Aha vallaha gerçek. Ve burnundan soluyan Poyraz'da gerçek. Kendime geldiğimde boşluğundan faydalanarak elimi kurtardım elinden. Sinirle bana döndü. Asıl sinirlenmesi gereken benim, sana ne oluyor ya?

"Sen ne yaptığını sanıyorsun?" Diye bağırdım.

Poyraz "Ne işin vardı o itin yanında? Ne bok yemeye onun yanındaydın?" Diye o da bağırdı. Allah allah ona ne ya? Bak sinirlendim.

"Sen ne karışıyorsun ya? Seni ne ilgilendirir kimin yanında olduğum?" Diye sorduğumda tam ağızını açıp bir şey söyleyecekti ki, susturdum.

"Sen benim hiçbir şeyim değilsin. Yani anlayacağın bana karışma hakkına sahip değilsin. Bana karışacak en son kişi bile değilsin sen." Diyerek işaret parmağımı göğsüne bastırdım. Elimi geri çekeceğim sırada kırarcasına tuttu ve aşağı indirdi. Canım çok acıyordu ama dişimi sıkmaktan ses çıkaramıyordum.

Poyraz "Sen kime meydan okuduğunun farkında değilsin heralde? Neyse zaten umrumda değilsin. Bana bak kızım, bundan sonra ne bok yersen ye, gözüme gözükme. Yoksa çok fena yakarım canını." Diyerek sert bir şekilde bıraktı elimi. Tam gidiyordu ki, kolundan tuttum. Önce kolunda ki elime sonra da bana baktı.

"Öyle konuşup konuşup, benim başımı ağrıtıp, sonra da artist artist gidemezsin Poyraz bey. Ne diye içerde sevgilim olduğunu söyledin?" Diye sordum elimi belime koyarak. Bir an afalladı. bunu sormamı beklemediği belliydi. Ama benim ismim Ceylan, pekala sorarım.

"Evet cevap bekliyorum." Diyerek konuşmaya teşvik ettim onu. Yine sinirli haline geri döndü anlaşılan.

Poyraz "Kendini bu kadar önemli görme. Canım sıkılmıştı ve orda seni o çocukla görünce uğraşmak istedim. Seni kıskandığımdan değil yani. Sevgilim olacak son kişi bile değilsin." Diyerek benim sözlerimi taklit etti.

Ama bu sözler benim canımı neden bu kadar acıttı? Kalbim sanki iki parçaya ayrıldı. Bu kadar ağır konuşmak zorunda mıydı?Oysaki ondan hoşlanmaya başlamıştım. Aşık değildim ama yine de bir şeyler hissediyordum işte. Onunda bana karşı hislerinin olduğunu düşünüyordum. Meğer büyük bir yanılmaymış. Bana bu sözleri söylemek zorunda değildi.
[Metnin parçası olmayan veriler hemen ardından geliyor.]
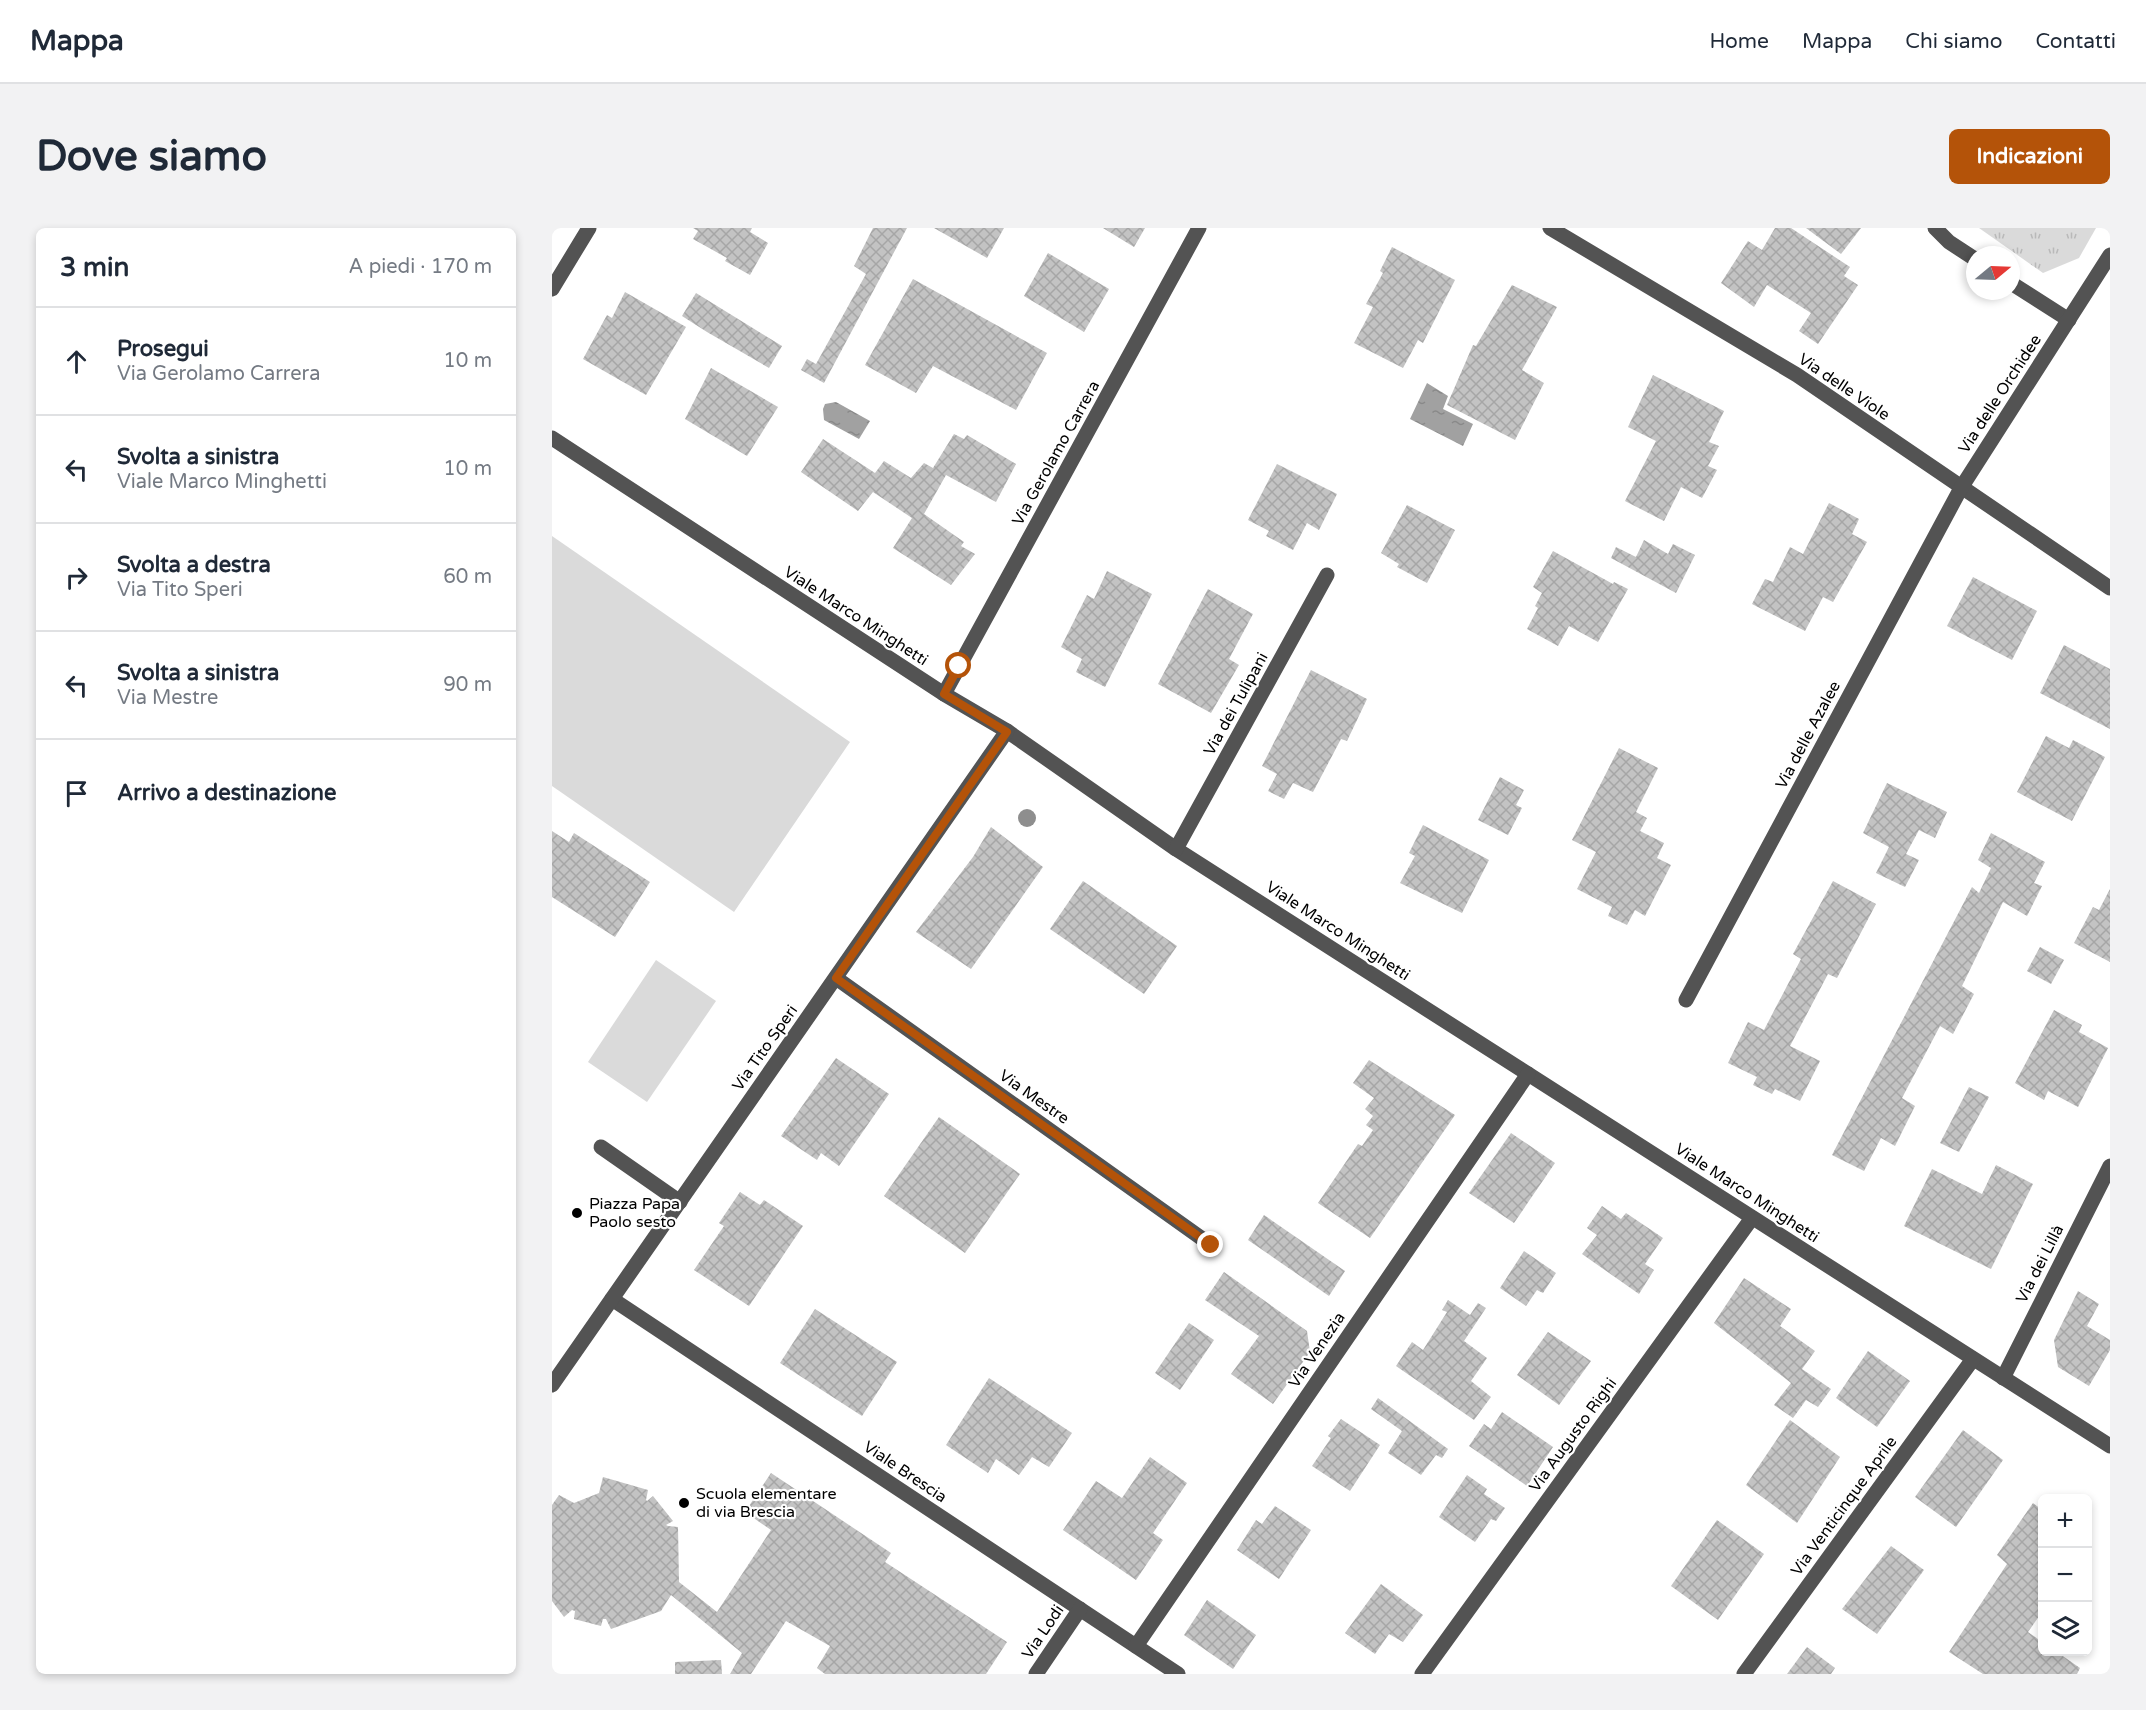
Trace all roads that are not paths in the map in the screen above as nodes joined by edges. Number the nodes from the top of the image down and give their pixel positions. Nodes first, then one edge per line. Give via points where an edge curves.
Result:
1 (589, 228) edge
2 (1199, 228) edge
3 (1550, 228) edge
4 (1935, 228) edge
5 (1966, 253) edge
6 (2110, 255) edge
7 (552, 289) edge
8 (2020, 289) edge
9 (2069, 320) junction
10 (552, 438) edge
11 (1961, 488) junction
12 (1327, 575) dead end
13 (2110, 588) edge
14 (944, 694) junction
15 (1007, 732) junction
16 (1176, 849) junction
17 (836, 978) junction
18 (1686, 1000) dead end
19 (1528, 1074) junction
20 (601, 1147) dead end
21 (2110, 1166) edge
22 (680, 1202) junction
23 (1752, 1218) junction
24 (1211, 1245) dead end
25 (612, 1299) junction
26 (1973, 1359) junction
27 (2003, 1377) junction
28 (552, 1385) edge
29 (2110, 1446) edge
30 (1080, 1609) junction
31 (1136, 1646) junction
32 (1036, 1674) edge
33 (1178, 1674) edge
34 (1422, 1674) edge
35 (1744, 1674) edge

1 - 7 street
2 - 14 street, Via Gerolamo Carrera
3 - 11 street, Via delle Viole via 1797,375
4 - 5 street
6 - 9 street, Via delle Orchidee
8 - 9 street
9 - 11 street, Via delle Orchidee
10 - 14 street, Viale Marco Minghetti
11 - 13 street, Via delle Viole
11 - 18 street, Via delle Azalee
12 - 16 street, Via dei Tulipani
14 - 15 street, Viale Marco Minghetti
15 - 16 street, Viale Marco Minghetti
15 - 17 street, Via Tito Speri
16 - 19 street, Viale Marco Minghetti
17 - 22 street, Via Tito Speri
17 - 24 street, Via Mestre
19 - 23 street, Viale Marco Minghetti
19 - 31 street, Via Venezia
20 - 22 street
21 - 27 street, Via dei Lillà
22 - 25 street, Via Tito Speri
23 - 26 street, Viale Marco Minghetti
23 - 34 street, Via Augusto Righi
25 - 28 street, Via Tito Speri
25 - 30 street, Viale Brescia
26 - 27 street, Viale Marco Minghetti
26 - 35 street, Via Venticinque Aprile
27 - 29 street, Viale Marco Minghetti
30 - 31 street, Viale Brescia
30 - 32 street, Via Lodi
31 - 33 street, Viale Brescia

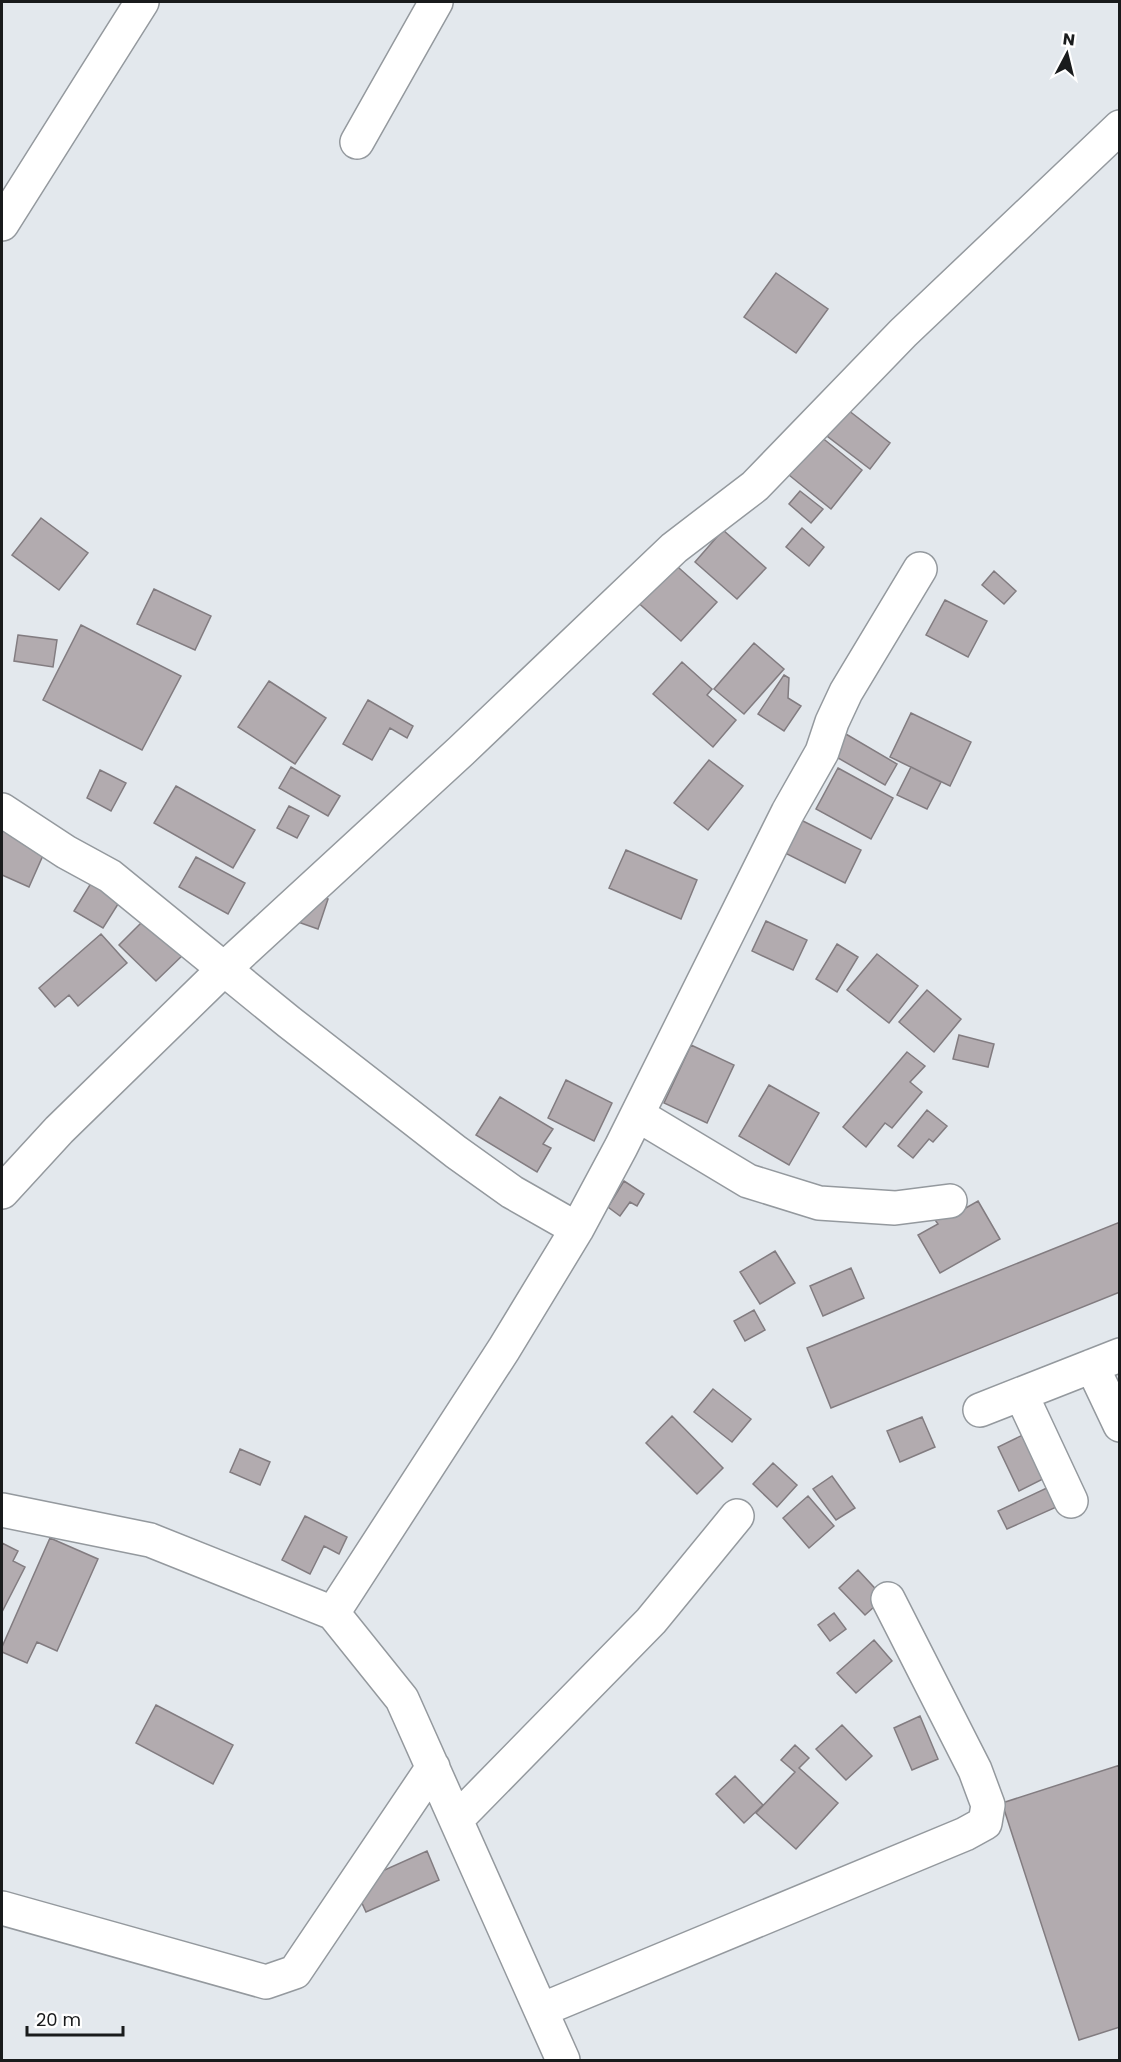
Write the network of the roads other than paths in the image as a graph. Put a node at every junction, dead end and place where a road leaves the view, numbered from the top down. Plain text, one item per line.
1 (142, 2) edge
2 (436, 2) edge
3 (1119, 127) edge
4 (357, 142) dead end
5 (2, 224) edge
6 (920, 569) dead end
7 (2, 810) edge
8 (224, 969) junction
9 (638, 1115) junction
10 (2, 1192) edge
11 (950, 1201) dead end
12 (577, 1229) junction
13 (1106, 1360) edge
14 (1021, 1394) junction
15 (980, 1410) dead end
16 (1119, 1425) edge
17 (1071, 1501) dead end
18 (2, 1510) edge
19 (737, 1516) dead end
20 (888, 1599) dead end
21 (333, 1613) junction
22 (433, 1767) junction
23 (456, 1820) junction
24 (2, 1908) edge
25 (541, 2010) junction
26 (563, 2061) edge

1 - 5 street
2 - 4 street
3 - 8 street
6 - 9 street
7 - 8 street
8 - 10 street
8 - 12 street
9 - 11 street
9 - 12 street
12 - 21 street
13 - 14 street
13 - 16 street
14 - 15 street
14 - 17 street
18 - 21 street
19 - 23 street
20 - 25 street
21 - 22 street
22 - 23 street
22 - 24 street
23 - 25 street
25 - 26 street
"O zaman hayatımı da sikme. Ben Yağız'dan hoşlanıyordum ve geldin her şeyi mahvettin." Diye bağırdım.

1 dakika, 1 dakika...

Az önce ben ne dedim?

Şöyle bir geri saralım...

Ah lanet olsun. Yağız'dan hoşlandığımı söyledim. Allah benim cezamı versin. Hay dilimi eşek arıları soksun.

Poyraz sinirle kollarımdan tutup alev saçan gözlerini benim ürkek ama cesurmuş gibi görünen gözlerime dikti.

Poyraz "Seni şimdi-" Devam edemeden Poyraz'ı biri çekti ve yumruk attı.
Gözlerimi kocaman açıp çığlık attım. Asıl şok ise Poyraz'ı benden ayırıp yumruk atan kişi Yağız'dı.

Nasıl bir yürek yemişse artık. Kaç yaş büyük adam senden, kendine gel. Ama şimdi hakkını yememek lazım vücudu süper be. Koluma yumruk gelmesi ile sarsılıp kendime geldim.